Dow Hitting 20K May Prove 'Meaningless'
Some experts say there's a lot of unwarranted hype over the milestone
By Jenn Gidman,  Newser Staff
Posted Jan 26, 2017 12:39 PM CST
A screen above the floor of the New York Stock Exchange shows the closing number for the Dow Jones industrial average on Wednesday.   (AP Photo/Richard Drew)

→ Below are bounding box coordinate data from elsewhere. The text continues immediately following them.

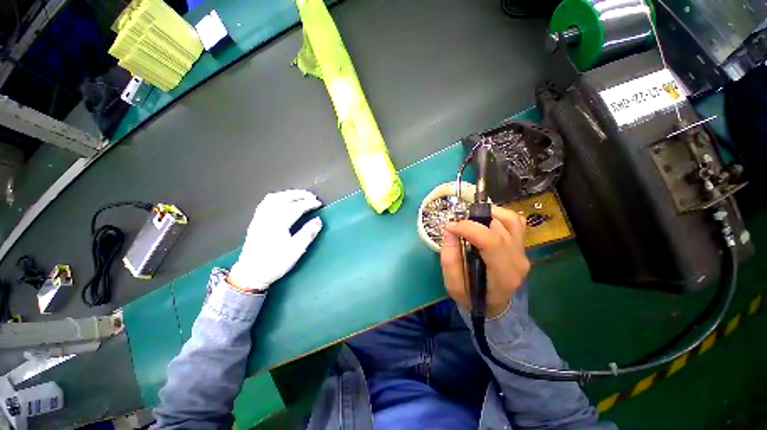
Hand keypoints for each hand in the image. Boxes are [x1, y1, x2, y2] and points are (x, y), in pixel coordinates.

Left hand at [228, 190, 322, 291]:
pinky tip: (283, 201)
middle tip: (312, 196)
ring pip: (273, 198)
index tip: (319, 203)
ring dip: (288, 194)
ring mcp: (259, 218)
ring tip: (300, 196)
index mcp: (278, 223)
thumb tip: (318, 220)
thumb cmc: (275, 262)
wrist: (250, 274)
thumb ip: (308, 233)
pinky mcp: (255, 221)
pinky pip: (266, 203)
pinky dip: (278, 198)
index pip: (296, 207)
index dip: (309, 203)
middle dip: (299, 195)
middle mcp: (267, 217)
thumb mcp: (295, 250)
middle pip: (283, 198)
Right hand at [440, 206, 529, 317]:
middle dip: (474, 219)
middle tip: (458, 225)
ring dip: (488, 213)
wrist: (494, 306)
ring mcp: (523, 252)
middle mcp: (518, 260)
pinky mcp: (522, 245)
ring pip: (510, 219)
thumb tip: (449, 230)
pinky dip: (500, 215)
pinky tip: (485, 220)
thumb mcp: (454, 286)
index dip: (468, 228)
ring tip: (471, 220)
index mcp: (503, 274)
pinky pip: (516, 221)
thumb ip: (449, 260)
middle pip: (500, 227)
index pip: (491, 241)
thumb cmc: (472, 297)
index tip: (450, 227)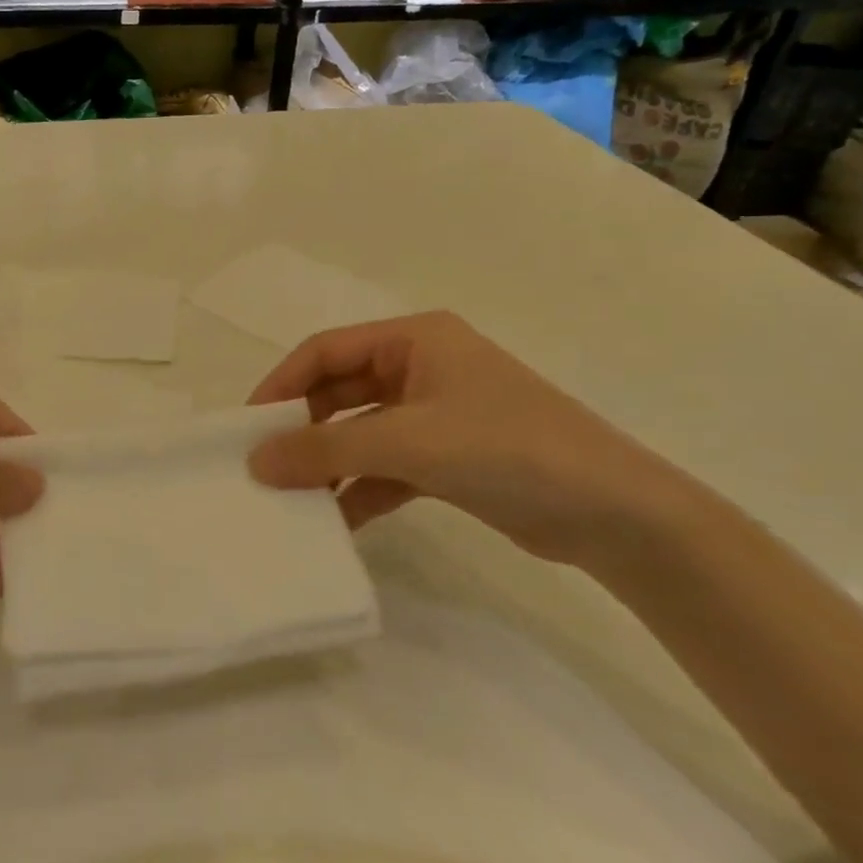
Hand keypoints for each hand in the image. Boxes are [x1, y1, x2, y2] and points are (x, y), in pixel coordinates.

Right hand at [247, 312, 717, 568]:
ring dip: (329, 463)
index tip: (247, 427)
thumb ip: (327, 448)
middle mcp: (421, 369)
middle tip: (265, 467)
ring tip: (294, 500)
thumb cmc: (507, 449)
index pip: (326, 351)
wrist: (615, 514)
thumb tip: (256, 461)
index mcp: (414, 340)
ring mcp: (436, 415)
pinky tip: (337, 521)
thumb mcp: (408, 441)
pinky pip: (387, 467)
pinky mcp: (448, 459)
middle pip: (340, 391)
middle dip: (302, 428)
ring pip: (361, 432)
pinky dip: (360, 489)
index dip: (281, 384)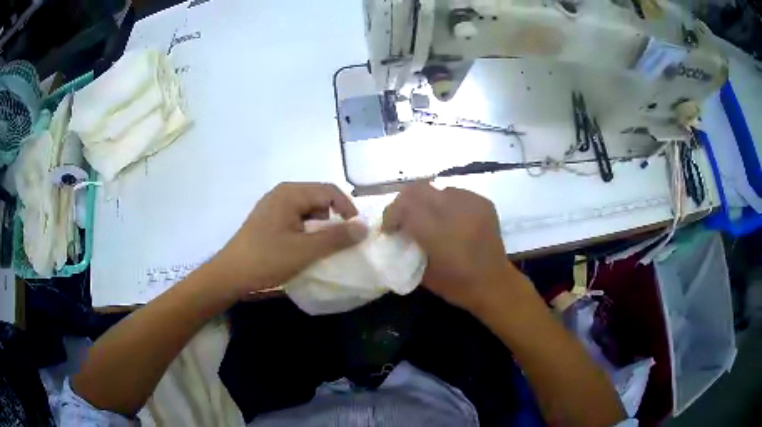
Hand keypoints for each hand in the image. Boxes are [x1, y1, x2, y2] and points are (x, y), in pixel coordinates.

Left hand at [213, 182, 367, 295]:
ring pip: (308, 210)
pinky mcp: (267, 220)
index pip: (330, 191)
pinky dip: (305, 231)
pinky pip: (295, 218)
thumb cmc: (267, 259)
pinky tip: (302, 248)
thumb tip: (364, 226)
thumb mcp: (305, 250)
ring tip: (318, 248)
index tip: (356, 232)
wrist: (230, 274)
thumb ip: (336, 237)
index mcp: (290, 193)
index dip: (348, 209)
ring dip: (319, 227)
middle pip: (319, 199)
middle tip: (338, 242)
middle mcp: (282, 193)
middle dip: (333, 219)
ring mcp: (273, 206)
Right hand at [382, 183, 517, 311]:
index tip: (389, 229)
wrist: (495, 284)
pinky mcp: (483, 203)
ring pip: (437, 188)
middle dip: (404, 202)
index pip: (405, 207)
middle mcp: (455, 212)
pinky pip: (456, 193)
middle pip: (418, 189)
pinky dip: (445, 202)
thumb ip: (408, 250)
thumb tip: (396, 235)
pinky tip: (448, 218)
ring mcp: (472, 204)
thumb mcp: (423, 275)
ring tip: (427, 218)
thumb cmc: (458, 286)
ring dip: (426, 201)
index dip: (391, 214)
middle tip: (402, 218)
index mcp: (439, 233)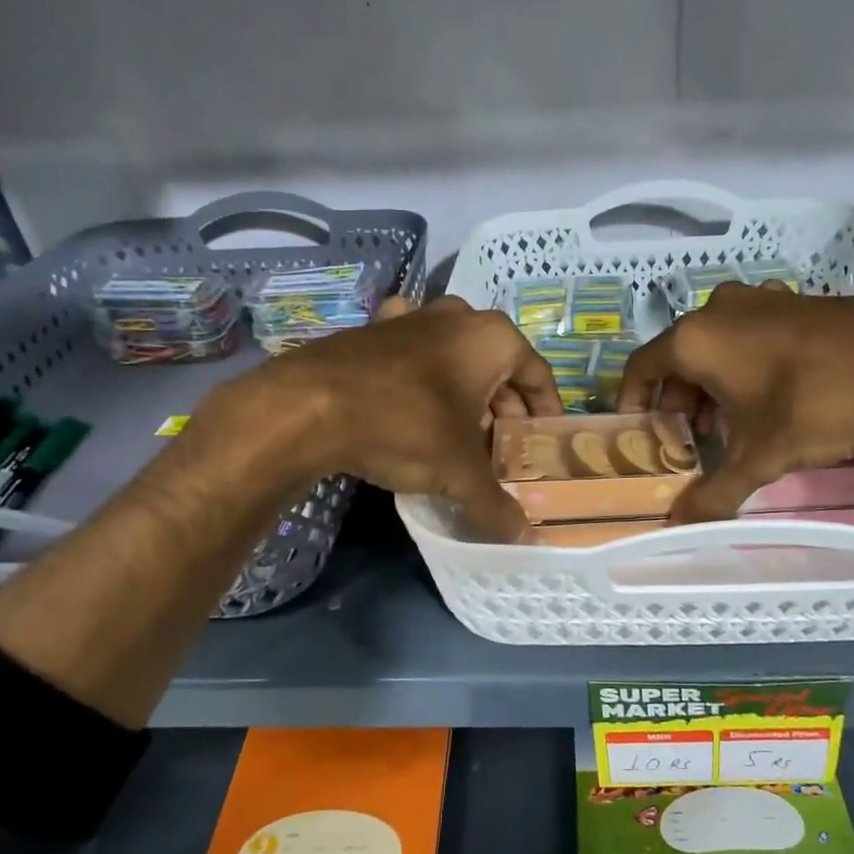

(Newser) – On Wednesday, the Dow Jones industrial average closed above 20,000 for the first time since it was established in 1896, leading to much fanfare … and just as much skepticism about the milestone's significance. Quartz, for example, calls hitting this benchmark "meaningless," offering a mathematical illustration—as well as an explainer about a "weird" figure called the Dow Divisor—that shows why we can basically "ignore the Dow" when it comes to assessing the overall economy. Other takes from around the web:

  • The New York Times lays out some basic facts on the numbers, noting that only 30 companies make up the Dow and that the percentage jump from 10,000 points to 20,000 isn't nearly as impressive as its climb to 1,000 for the first time, in 1972. A former Reagan budget chief calls this "the greatest sucker's rally in history" and the "greatest short of all time," predicting a plummet is heading our way.

  • Trump supporters are already singing "Hail to the Chief" for the numbers spike, but Slate says to keep the bubbly corked. It reasserts what Quartz and the Times are saying (namely, that the Dow isn't reflective of the economy as a whole) and notes the middle class isn't likely to reap major benefits from the event. As for Trump's personal finance blueprint: It simply hasn't had time to pan out yet, so he can't take the credit for this one.
  • The Australian Financial Review calls the development "fake news," claiming that no "sentient and sensible human being should base any investment decision on the Dow." It all comes down to the concept of "reflation."
  • The number that Forbes says we should be keeping our eyes on more than the "hype" over the Dow: the 30-year US Treasury yield.